Nicolo Gebbia

La politica del ping-pong continua

Forse i più vecchi fra i miei 25 lettori ricorderanno che quando avevo ventun anni Stati Uniti e Cina, cane e gatto fino ad allora a causa di Taiwan, cominciarono ad avvicinarsi grazie ad un torneo giovanile di ping-pong.
L’anno dopo, era il ’72, il presidente Nixon visitò ufficialmente la Cina con sua moglie.Da allora i rapporti non si sono mai interrotti, ed i giovani d’oggi neanche si rendono conto di quello che allora apparve un miracolo, per giunta compiuto da Lucifero, quel presidente repubblicano che inciampò nel Watergate e dovette dimettersi.
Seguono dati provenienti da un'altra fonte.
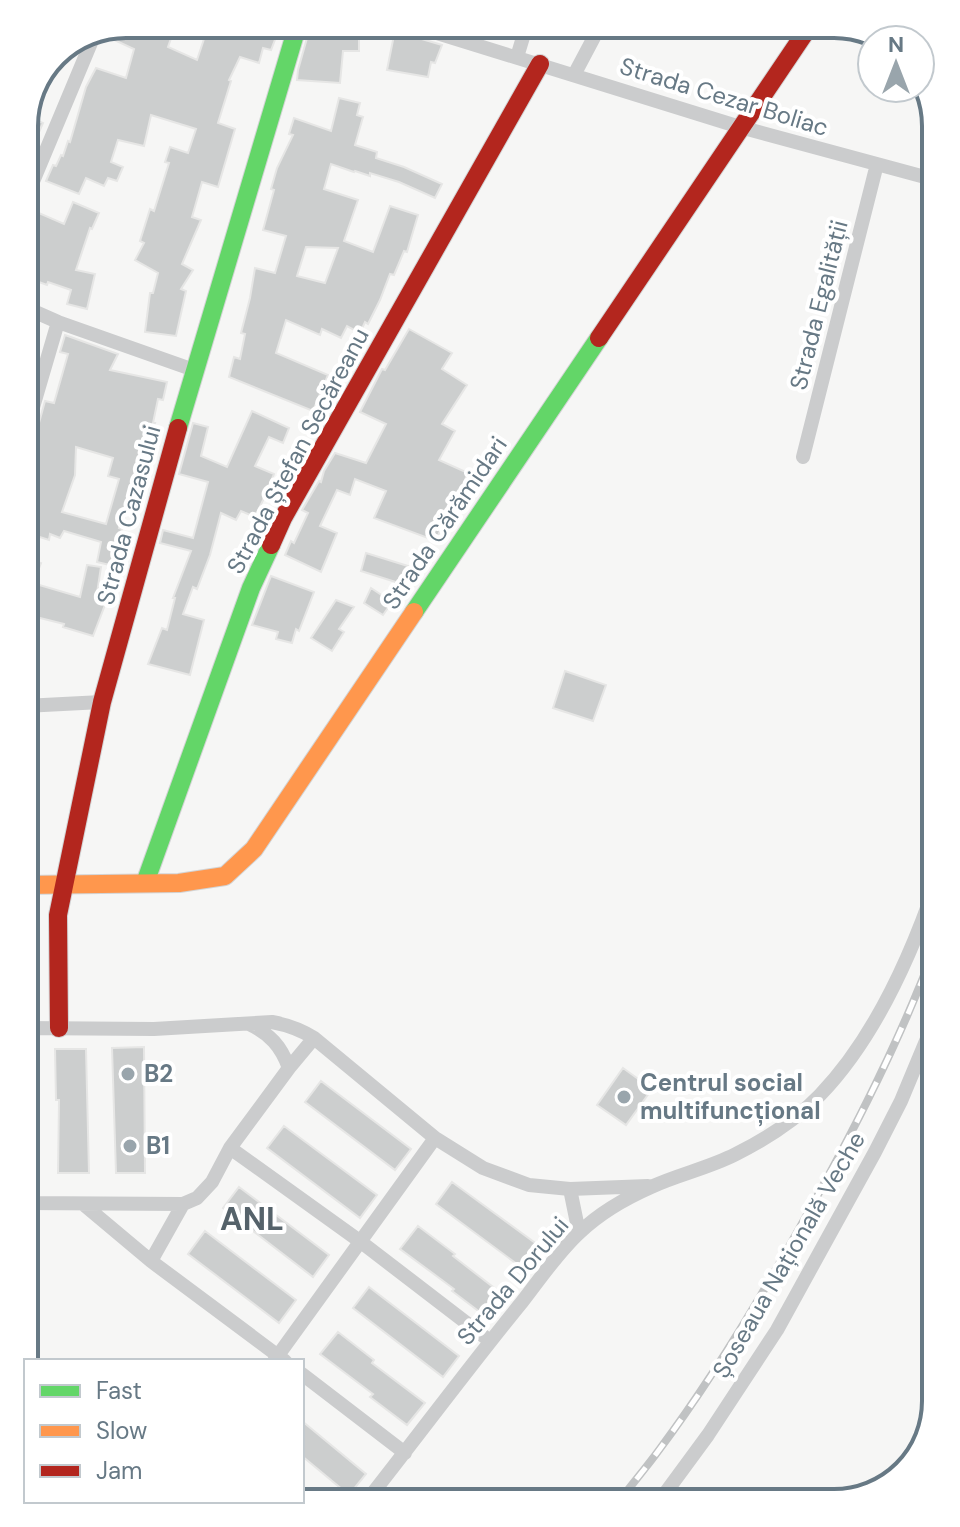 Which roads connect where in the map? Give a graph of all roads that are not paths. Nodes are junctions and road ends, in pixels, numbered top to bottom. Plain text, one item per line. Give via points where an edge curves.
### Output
1 (294, 38) edge
2 (454, 38) edge
3 (523, 38) edge
4 (594, 38) edge
5 (801, 38) edge
6 (89, 47) edge
7 (517, 57) junction
8 (540, 64) junction
9 (574, 75) junction
10 (740, 127) junction
11 (877, 164) junction
12 (38, 170) edge
13 (922, 176) edge
14 (38, 313) edge
15 (58, 322) junction
16 (194, 370) junction
17 (38, 390) edge
18 (803, 457) dead end
19 (102, 702) junction
20 (38, 705) edge
21 (145, 883) junction
22 (64, 884) junction
23 (38, 885) edge
24 (922, 919) edge
25 (249, 1024) junction
26 (38, 1028) edge
27 (59, 1028) junction
28 (314, 1038) junction
29 (922, 1051) edge
30 (289, 1068) junction
31 (435, 1138) junction
32 (230, 1148) junction
33 (653, 1186) junction
34 (570, 1189) junction
35 (38, 1203) edge
36 (83, 1204) junction
37 (183, 1204) junction
38 (579, 1233) junction
39 (361, 1242) junction
40 (151, 1261) junction
41 (490, 1341) junction
42 (279, 1359) edge
43 (304, 1376) edge
44 (405, 1453) junction
45 (376, 1489) edge
46 (668, 1489) edge

1 - 16 street, Strada Cazasului
2 - 7 street, Strada Cezar Boliac
3 - 7 street
4 - 9 street
5 - 10 street, Strada Cărămidari
6 - 12 street
7 - 8 street, Strada Cezar Boliac
8 - 9 street, Strada Cezar Boliac
8 - 21 street, Strada Ștefan Secăreanu via 283,518 251,588
9 - 10 street, Strada Cezar Boliac
10 - 11 street, Strada Cezar Boliac
10 - 21 street, Strada Cărămidari via 254,849 225,876
11 - 13 street, Strada Cezar Boliac
11 - 18 street, Strada Egalității
14 - 15 street
15 - 16 street
15 - 17 street
16 - 19 street, Strada Cazasului
19 - 20 street
19 - 22 street, Strada Cazasului
21 - 22 street, Strada Cărămidari
22 - 23 street, Strada Cărămidari
22 - 27 street, Strada Cazasului via 58,915
24 - 33 street, Strada Dorului via 876,1017 818,1097 735,1155
25 - 27 street
25 - 28 street via 286,1024
25 - 30 street via 275,1040
26 - 27 street
28 - 30 street
28 - 31 street
29 - 46 street, Șoseaua Națională Veche via 901,1101 777,1330
30 - 32 street
31 - 34 street via 483,1168 529,1185
31 - 39 street
32 - 37 street via 212,1182
32 - 39 street
33 - 34 street
33 - 38 street, Strada Dorului
34 - 38 street
35 - 36 street
36 - 37 street
36 - 40 street
37 - 40 street
38 - 41 street, Strada Dorului
39 - 41 street
39 - 42 street
40 - 42 street
41 - 44 street, Strada Dorului
43 - 44 street
44 - 45 street, Strada Dorului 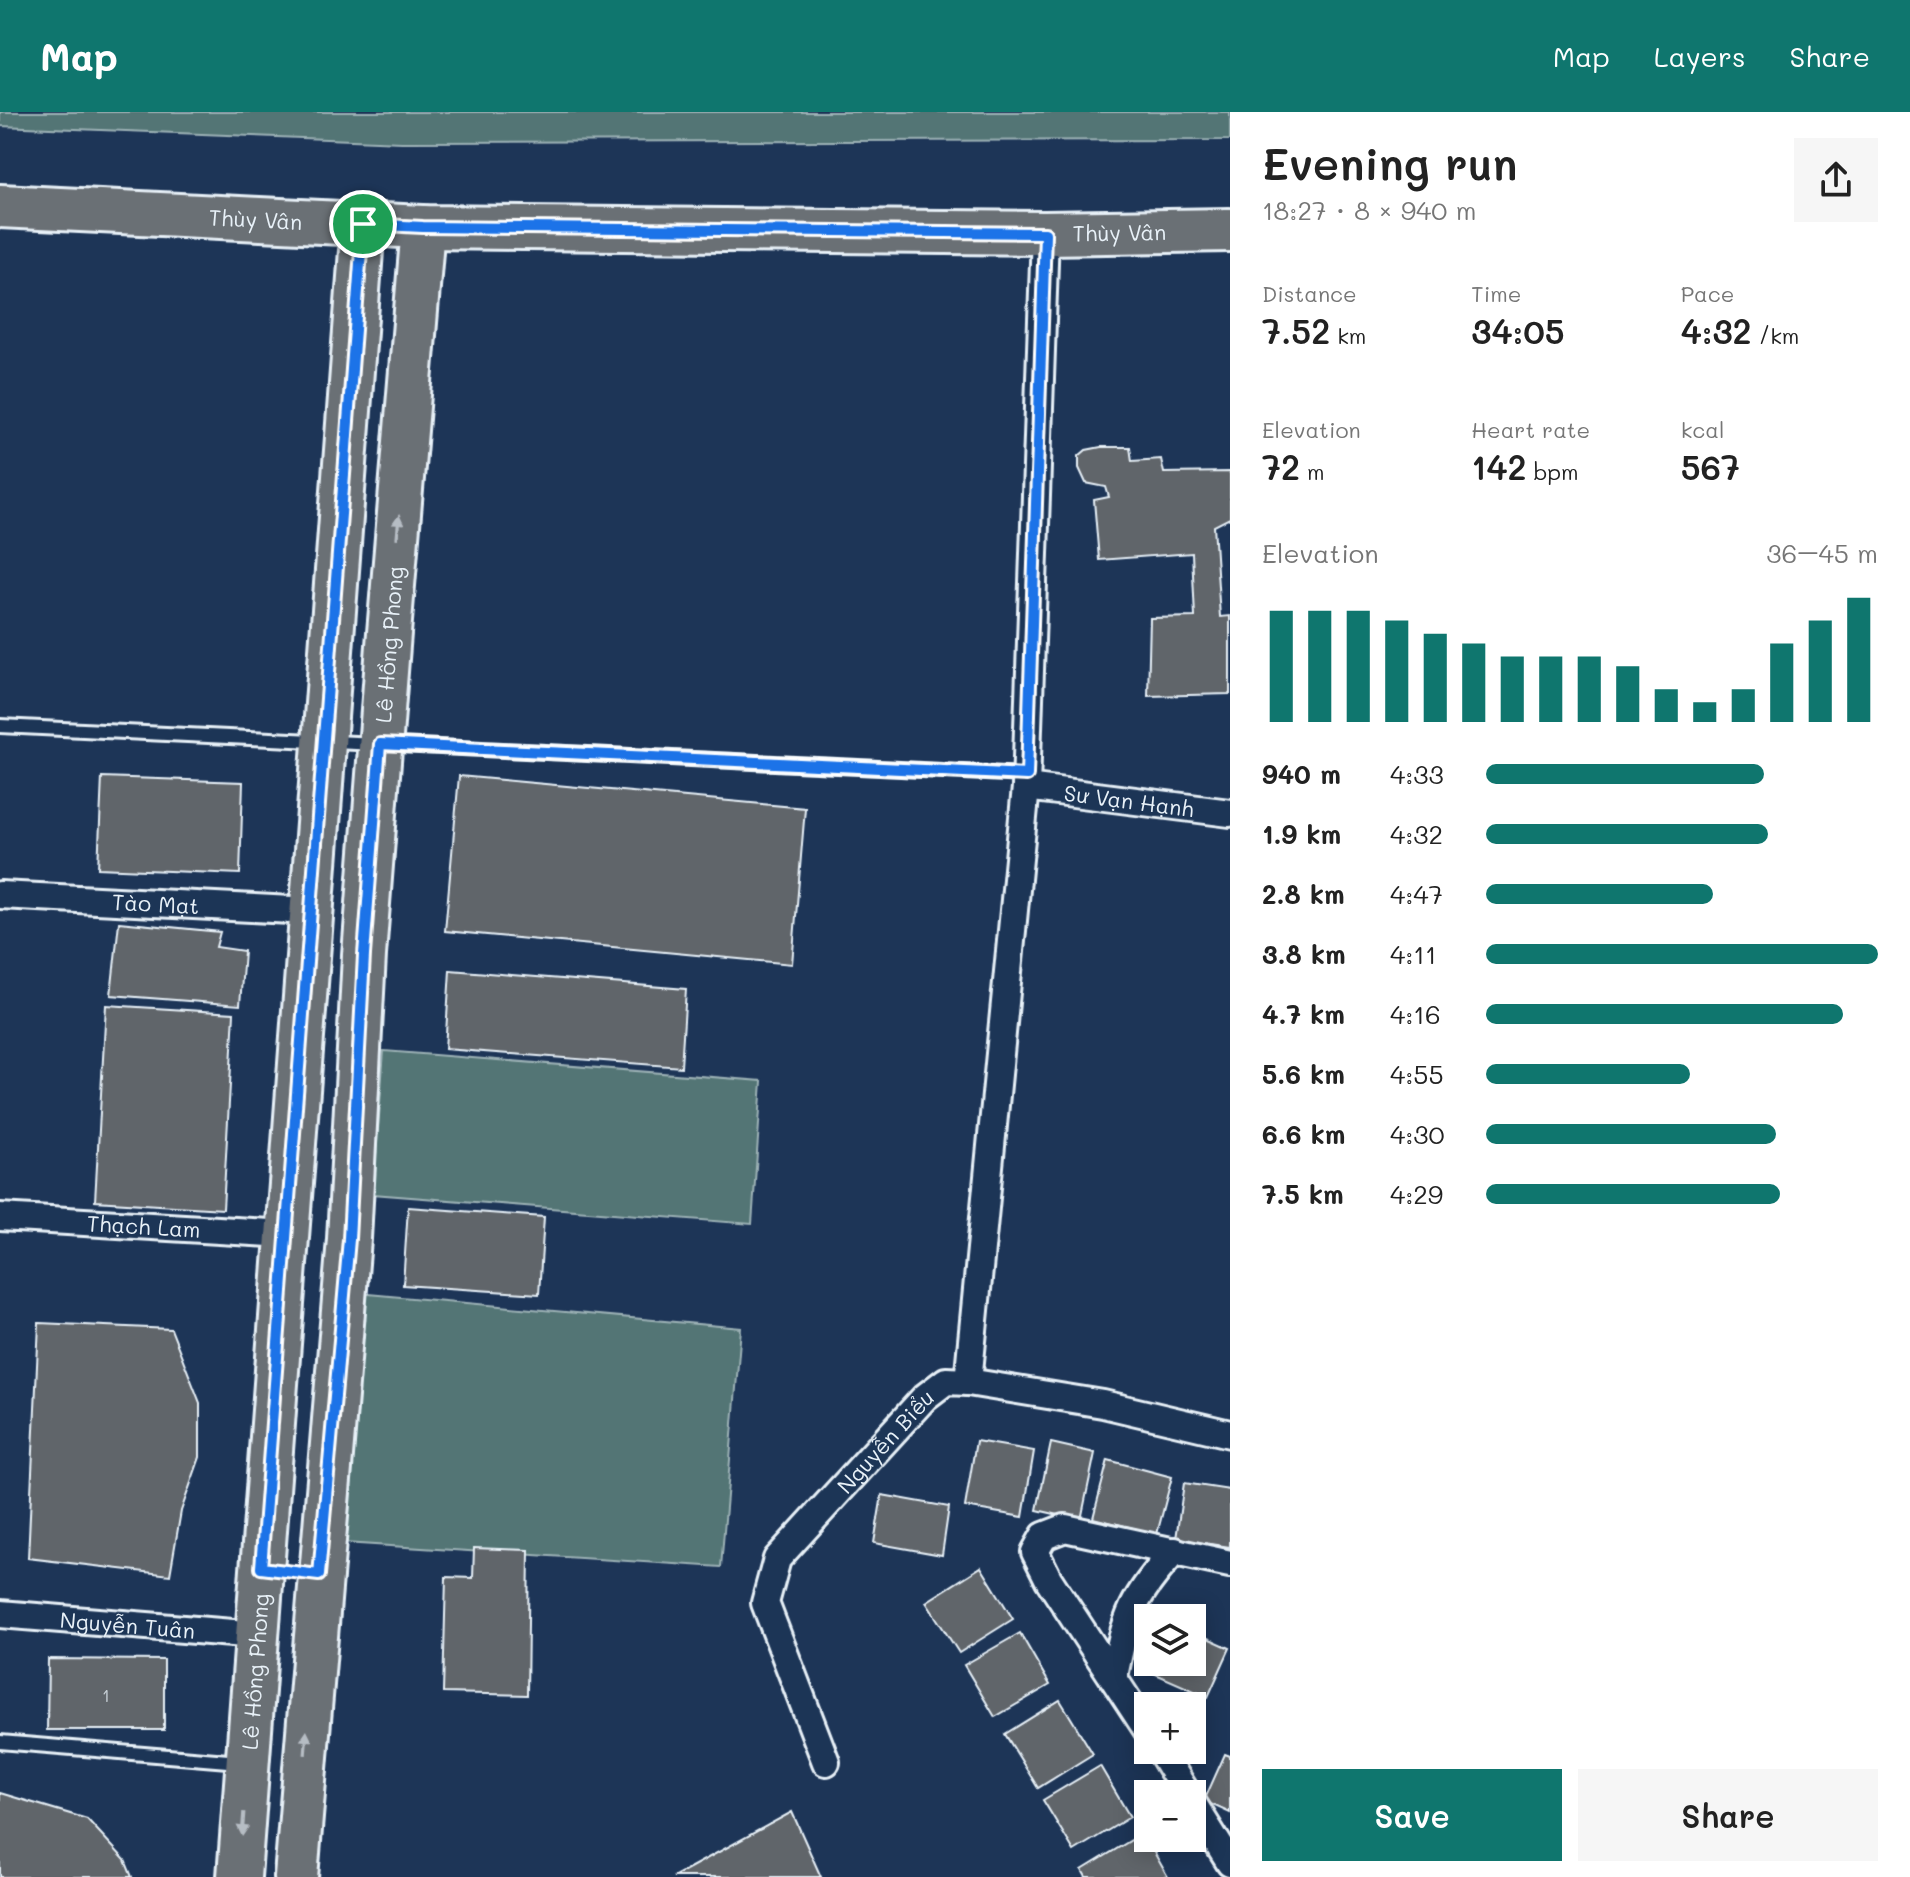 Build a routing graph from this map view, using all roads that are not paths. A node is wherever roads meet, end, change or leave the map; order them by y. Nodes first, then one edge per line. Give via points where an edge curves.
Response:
1 (0, 206) edge
2 (363, 224) junction
3 (423, 227) junction
4 (1230, 230) edge
5 (1045, 233) junction
6 (332, 630) junction
7 (389, 633) junction
8 (0, 726) edge
9 (324, 741) junction
10 (380, 744) junction
11 (1026, 781) junction
12 (1230, 813) edge
13 (0, 895) edge
14 (310, 930) junction
15 (364, 955) junction
16 (0, 1217) edge
17 (287, 1234) junction
18 (349, 1239) junction
19 (968, 1382) junction
20 (1230, 1434) edge
21 (1175, 1551) junction
22 (1230, 1564) edge
23 (261, 1568) junction
24 (319, 1575) junction
25 (0, 1614) edge
26 (257, 1635) junction
27 (1114, 1677) junction
28 (1134, 1709) edge
29 (0, 1742) edge
30 (247, 1762) junction
31 (826, 1762) dead end
32 (1206, 1824) edge
33 (1230, 1863) edge
34 (239, 1877) edge
35 (296, 1877) edge

1 - 2 main road, Thùy Vân
2 - 3 main road, Thùy Vân
2 - 6 main road, Lê Hồng Phong
3 - 5 main road, Thùy Vân
7 -> 3 main road, Lê Hồng Phong
4 - 5 main road, Thùy Vân
5 - 11 street
6 - 7 main road
6 - 9 main road, Lê Hồng Phong
7 - 10 main road, Lê Hồng Phong
8 - 9 lane
9 - 10 lane
9 - 14 main road, Lê Hồng Phong
10 - 11 lane
10 - 15 main road, Lê Hồng Phong
11 - 12 street, Sư Vạn Hạnh
11 - 19 street
13 - 14 street, Tào Mạt
14 - 15 main road
14 - 17 main road, Lê Hồng Phong
15 - 18 main road, Lê Hồng Phong
16 - 17 street, Thạch Lam
17 - 18 main road
17 - 23 main road, Lê Hồng Phong
18 - 24 main road, Lê Hồng Phong
19 - 20 street, Nguyễn Biểu via 1103,1404
19 - 31 street, Nguyễn Biểu via 946,1381 925,1397 777,1559 765,1603
21 - 22 street
21 - 27 street via 1144,1585 1128,1614
21 - 27 street via 1065,1528 1044,1536 1035,1552
23 - 24 main road
23 - 26 main road, Lê Hồng Phong
35 -> 24 main road, Lê Hồng Phong
25 - 26 street, Nguyễn Tuân
26 - 30 main road, Lê Hồng Phong
27 - 28 street
29 - 30 lane
30 -> 34 main road, Lê Hồng Phong
32 - 33 street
Donald Trump, a confronto del quale Nixon sembra Alcide De Gasperi, e lui invece il fratello maggiore di Salvini, ha appena compiuto un miracolo di non inferiore levatura: la Serbia sposterà nel luglio del prossimo anno a Gerusalemme la sua ambasciata di Tel Aviv. Ma non solo, perché prima Trump ha ottenuto che Serbia e Kosovo sottoscrivessero un un accordo di cooperazione economica, ed ora quel paese balcanico, grande come la Toscana ed a forte maggioranza musulmana, si accinge ad avviare relazioni diplomatiche con Israele.
Sempre l’amministrazione Trump ha riavvicinato il paese di Netanyau agli Emirati Arabi, mentre Barahin ed Arabia Saudita consentono finalmente il sorvolo dei loro cieli agli aeroplani della El Al. Io vorrei che qualcuno fra i più dotti dei miei 25 lettori, magari l’amico Geraci, facesse delle considerazioni storiche, utili a spiegare la portata di queste vittorie conseguite da Donald Trump:
1) storicamente la Serbia è l’unico lembo dei Balcani che non volle mai piegarsi alla dominazione ottomana, nonché il primo che ne ottenne l’indipendenza;
2) il Kossovo è nato come un pugno nello stomaco inferto a tutti gli ortodossi balcanici, che tenevano ad esso quanto noi italiani alla Toscana, per motivi storici sui quali non mi dilungo;
3) fu quel furbacchione cattolico del maresciallo Tito che preparò tutto con diabolica premeditazione, perché in un paese come la sua Jugoslavia, dai confini degni del muro di Berlino, consentì ai ricchi contadini ortodossi del Kossovo, che costituivano la stragrande maggioranza della popolazione, di fare immigrare sui loro campi, per coltivarli a basso prezzo, i poveri braccianti musulmani che venivano dall’Albania, ed alla fine il risultato fu che le proporzioni etniche si invertirono, dando il destro a noi occidentali, cinici e bari, di dichiarare che i braccianti avevano diritto a costruire una repubblica indipendente che assomiglia tanto alla teocrazia al potere in Arabia Saudita. Faccio un esempio che mi renda più popolare di quanto già sono in Sardegna: quello che è successo in Kossovo è un po’ come se i pastori sardegnani che da tre generazioni si sono spostati in Toscana dichiarassero essere il vecchio granducato un loro protettorato, e pretendendessero di farlo amministrare dal governo regionale che sta a Cagliari.Il mio dotto ex amico generale Laporta, che grazie a Dio si è tolto dalla testa di avere il piacere di incontrarmi, sostiene che se Donald Trump venisse rieletto l’Europa andrebbe in rovina.
Io non sono abbastanza intelligente per averne capito le ragioni, tuttavia ogni giorno che passa mi vado convincendo che quell’uomo tanto comico e goffo alla fine riconfermerà un dato statistico che dura ininterrottamente dalla rivoluzione del 1776, e cioè che ogni presidente repubblicano ripresentatosi alle elezioni è stato sempre confermato per il secondo mandato.
E siccome sono un inguaribile ottimista dico di più: tradizionalmente i presidenti degli Stati Uniti spendono il primo mandato per assicurarsi la rielezione, ed il secondo per cercare di passare alla storia. Trump corre il rischio di essere il presidente che riuscirà a fare accettare Israele al mondo arabo così com’è. Se ciò accadesse, con la testa degli ebrei ed i soldi degli arabi, potrebbe nascere un potentato economico in grado di rivaleggiare con Cina e Russia. E noi europei, e la Germania, e la Francia?
Sono cazzi, ma mi consolo perché l’Italia, tutto sommato, ne trarrebbe vantaggio. Voi che ne pensate?
Gradirò commenti intelligenti e costruttivi, mentre prego fin da subito i presenzialisti di fare un passo indietro.